1. The appellant was entitled to credit against the burglary sentence for the 350 days in the county jail between arrest and sentencing, for the eight days in the county jail following sentencing, and for the 301 days in residential treatment, for a total of 659 days.

2. The appellant was entitled to credit for 33 days in the county jail pending probation revocation upon the three petitions, with such credit applied against either, but not both of the sentences.

3. The appellant was not entitled to any credit for time served against the stolen property sentence, except for any portion of the probation revocation jail time mentioned assigned to that sentence.

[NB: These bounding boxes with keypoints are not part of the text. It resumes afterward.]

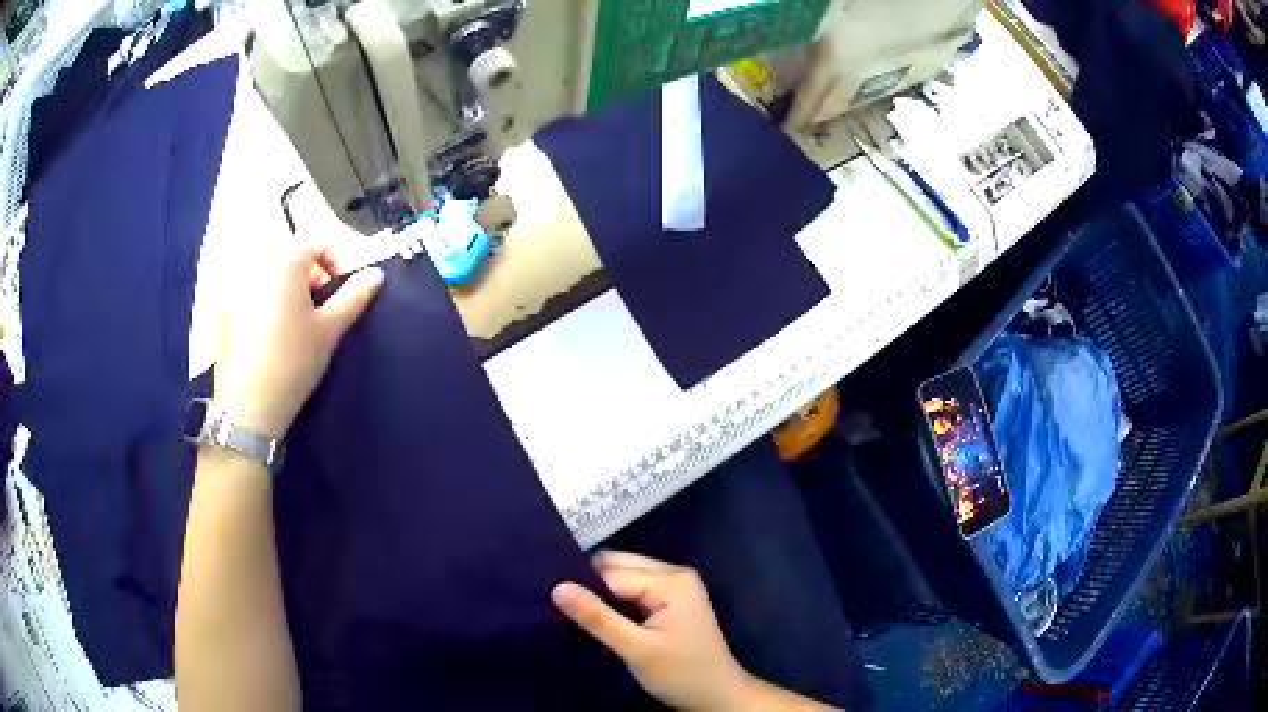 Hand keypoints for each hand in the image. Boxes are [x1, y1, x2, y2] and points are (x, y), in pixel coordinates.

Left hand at [214, 234, 382, 437]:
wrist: (249, 406)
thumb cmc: (294, 361)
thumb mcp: (330, 328)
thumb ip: (355, 296)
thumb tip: (376, 274)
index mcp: (284, 259)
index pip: (318, 241)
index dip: (337, 263)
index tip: (342, 295)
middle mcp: (256, 263)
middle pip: (292, 257)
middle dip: (311, 278)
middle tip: (321, 314)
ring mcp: (235, 286)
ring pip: (271, 275)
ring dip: (288, 290)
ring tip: (296, 326)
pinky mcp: (223, 310)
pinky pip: (251, 293)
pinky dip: (266, 303)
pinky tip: (270, 338)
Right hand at [552, 552, 753, 711]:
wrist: (718, 697)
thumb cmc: (681, 674)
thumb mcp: (636, 650)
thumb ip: (597, 618)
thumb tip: (557, 587)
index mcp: (671, 581)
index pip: (612, 573)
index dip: (582, 585)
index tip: (550, 600)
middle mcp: (675, 574)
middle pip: (618, 567)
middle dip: (589, 583)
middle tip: (557, 605)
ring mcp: (676, 586)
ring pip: (624, 577)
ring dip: (601, 593)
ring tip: (572, 611)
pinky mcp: (672, 600)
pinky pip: (634, 589)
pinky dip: (614, 600)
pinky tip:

[¶15] The appellant was entitled to credit for time served in the burglary case (No. S-11-0154 on our docket; No. 6105 below) in the amount of at least 659 days. He was given credit for only 385 days, so this sentence was illegal. The appellant was not entitled to any credit for time served in the stolen property case (No. S-11-0155 on our docket; No. 6158 below), except for whatever portion of the probation revocation jail time that may have been assigned to that sentence, yet he was given credit for 358 days served. A credit “overage,” however, does not make a sentence illegal, and the receipt of that credit has not been challenged in this appeal.

CONCLUSION

[¶16] The sentence in S-11-0154 is illegal because the appellant was not given credit against that sentence for time served for the period he was in official detention while in the residential treatment facility. The sentence in S-11-0155 was not rendered illegal by the fact that the appellant was given credit against that sentence to which he was not “entitled.” Consequently, we remand S-11-0154 to the district court for entry of a sentence consistent with this opinion, and we affirm in S-11-0155.4


BURKE, Justice, specially concurring.

[¶17] I agree that Mr. Hagerman was entitled to credit against his burglary sentence for the time spent in the residential treatment center. This was the only issue raised by Mr. Hagerman. I write separately to recognize and emphasize that the decision to grant or deny credit against the stolen property sentence was properly within the district court’s sentencing discretion. Sweets v. State, 2001 WY 126, ¶ 7, 36 P.3d 1130, 1131-32 (Wyo. 2001); Hedge v. State, 696 P.2d 51, 52 (Wyo. 1985); Jones v. State, 602 P.2d 378, 381 (Wyo. 1979).

FOOTNOTES

1The Judgment and Sentence shows both October 3 and October 8 as the date of sentencing. The transcript of the sentencing hearing shows that it occurred on October 3. A later-entered furlough order states the date as October 4, 2006. We will accept October 3 as the correct date.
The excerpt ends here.